SBS 301 Cultural Diversity/Prof. Koptiuch         Fall 2005        Personal Memory Ethnographies

JR

My Mother, My Shame, My Pride

    The late nineties were a time in which multiculturalism was embraced in a massive way, so as to create a racially “colorblind” America depicted in the media, in politics, and especially in schools.  I remember a paradoxical experience in my own personal life in this “colorblind” America.  A few years back, a girlfriend that I had told me that in her future, she did not want to have a housekeeper. (Specifically one that was an immigrant)  Her reasoning was based on an assumption that males frequently had affairs with immigrant housekeepers.  I quickly made it clear however, that I was very offended with that comment on the account that my mother was a housekeeper at the time.  I felt angry not because of the insinuation that males cheated on their wives with housekeepers, but that housekeepers were home wreckers, and were uneducated, second-class immigrants.  
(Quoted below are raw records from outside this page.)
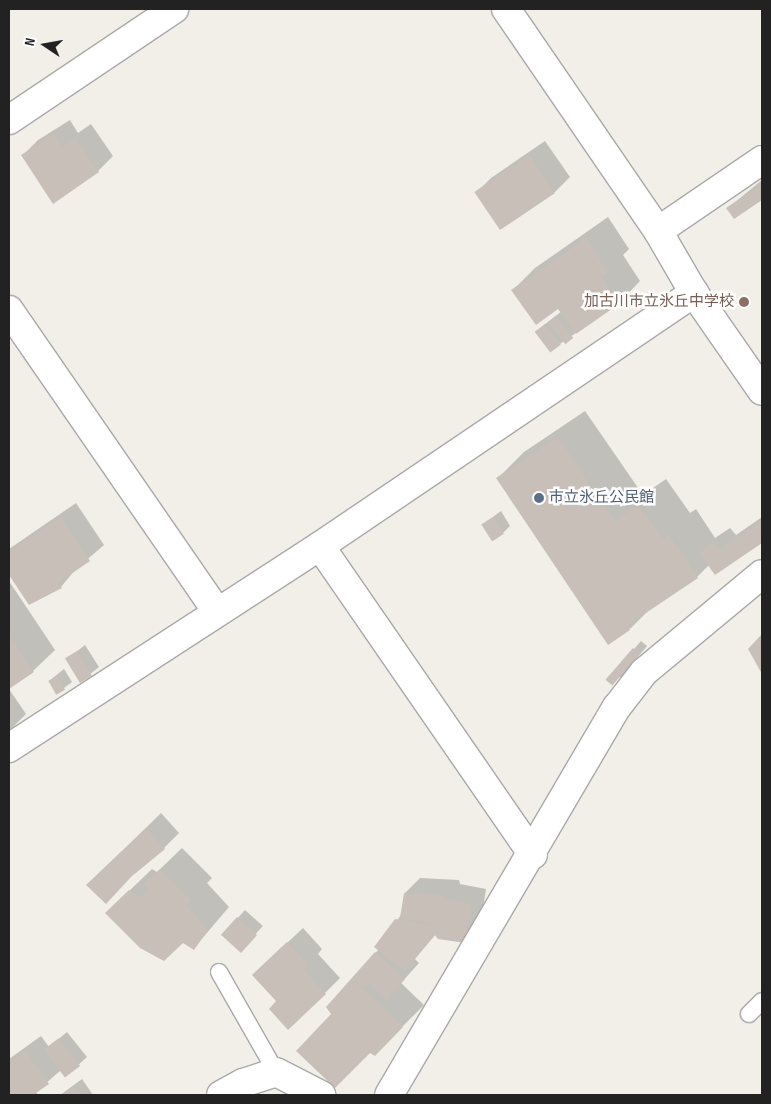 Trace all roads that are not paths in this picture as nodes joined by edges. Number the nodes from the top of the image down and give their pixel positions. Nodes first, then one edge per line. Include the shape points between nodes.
1 (174, 9) edge
2 (506, 9) edge
3 (9, 120) edge
4 (762, 160) edge
5 (658, 231) junction
6 (694, 293) junction
7 (9, 310) edge
8 (762, 391) edge
9 (320, 546) junction
10 (762, 574) edge
11 (217, 612) junction
12 (9, 748) edge
13 (532, 855) junction
14 (219, 972) dead end
15 (762, 1001) edge
16 (749, 1014) dead end
17 (276, 1072) junction
18 (221, 1095) edge
19 (320, 1095) edge
20 (389, 1095) edge

1 - 3 street
2 - 5 street
4 - 5 street
5 - 6 street
6 - 8 street
6 - 9 street
7 - 11 street
9 - 11 street
9 - 13 street
10 - 13 street via 644,672 617,707
11 - 12 street
13 - 20 street
14 - 17 lane
15 - 16 lane
17 - 18 street
17 - 19 street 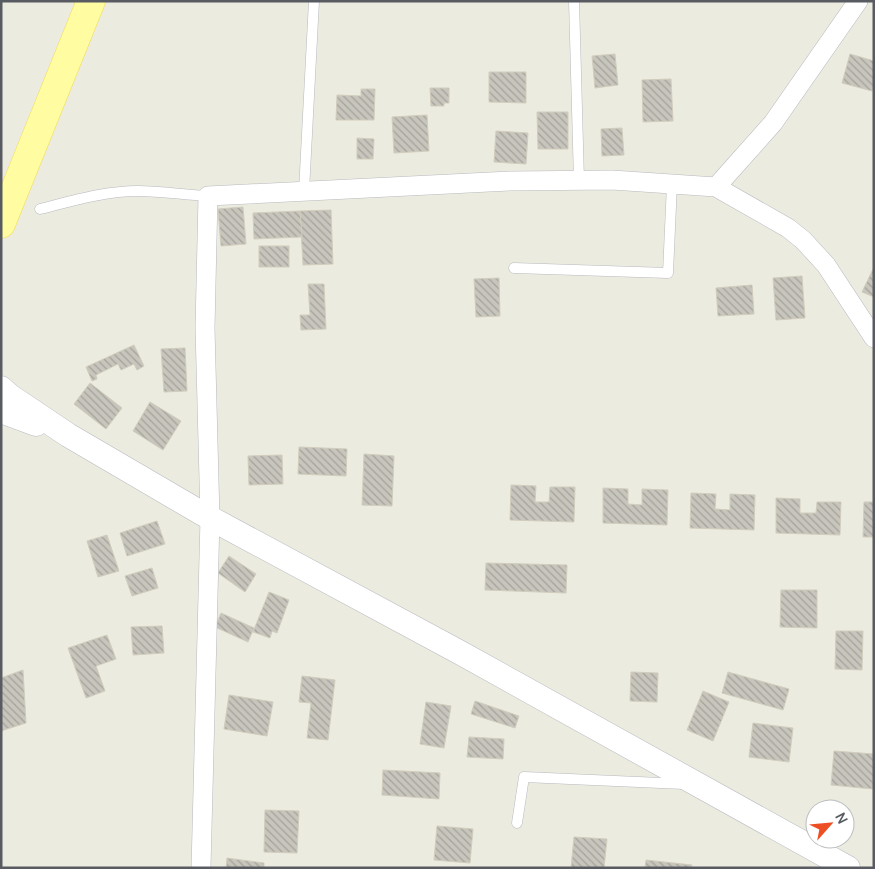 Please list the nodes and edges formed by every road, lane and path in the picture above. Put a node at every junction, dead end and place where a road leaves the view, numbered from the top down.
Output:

    I can remember my heart and thoughts boiled and seethed with anger when I heard her use her words to deeply cut me.  I could just think of my mother and how she would respond to this young Hispanic girl who was not raised in a family where her mother was in no circumstance where being a housekeeper would even be considered.  I could hear my mother’s thoughts in my heart at that moment.

“Although I have a degree and have never even dreamt that I would ever need to do domestic work to put food on Jose’s plate, I will.  I have no real choice in this matter, so I won’t whine.  Outside of my control, the business is gone; I am bankrupt and the government wants to take all of my earned income to pay off my new debts. I need money but I can’t earn income.  I’ll be a housekeeper for just awhile ‘till things pick up and I won’t have to do this forever.”

Clutching my hair in one hand fuming at my girlfriend’s ignorant insinuations of the sexual promiscuity of housekeepers, I roared back at her for disrespecting my mother. She was aghast, dumbfounded and speechless at my defense, and at her discovery of my mother’s occupation. She did not know.   Her comment was made out of ignorance.

I never thought of my mother’s occupation as anything other than an occupation.  After this incident, however, I began to pick up on the attitude that my (now ex) girlfriend displayed to me, such as only Mexican immigrant (which I now decoded as dirty, low-class and uneducated) women did this type of job.  I heard it, saw it and sensed everywhere, on TV. in casual adult conversations, in the schools, and any other place in this “colorblind” America.  I began to feel ashamed of my mother and myself.  I must be a second class citizen as well I thought, worthless. We were not immigrants but my mother did the job that was popularly known only to be such.  I felt differentiated like never before in terms of my class, and my ethnicity.   I understood that we needed the money and why the housekeeping job, but apparently, no one else did.  No one really saw me colorblindedly, but rather in the context of my mothers’ station in life, or at least this is what I now felt towards myself.  I applied the degrading stereotypes onto myself, negatively categorizing myself as others did.  If America was a colorblind and diverse place where everyone was equal, something was obviously wrong with me.

    From my earliest childhood memories I can remember being discriminated against.  However, the incident that I had and the association that I made with my mother made my feelings of alienation take deep roots.  After some years of maturation and continual dealings with racism at a more aware level, did I start to develop a different perspective of the experience that I have described and the feelings that I had about myself due to that incident. 

Basically, I realized that the inferior social location that I held in the eyes of some “others” (Whites) was only a social construction that most people in the United States (in my opinion) bought into as normal/truth due to a history of oppression placed upon non-whites, with lingering mindsets held in the subconscious of American people.  This negative mindset can even be ingrained so deeply on oppressed groups to the point that it be reinforced by the same people towards each other through harmful interactions.   Hearing frequently of a colorblind America, I live in a world where racism is reality.  When you experience discrimination daily eventually you get fed up with the idea of an ideal, race-less world because it is just not your reality.  I live in a world where relations of gender, class, race and power, which Bell Hooks aptly describes as “Patriarchal (male centered, identified, dominated) Capitalist (favoring the rich/elite) White (favoring Whites) Supremacy (if you have the first three you have power),” oppress those that are not a part of its privileged categories.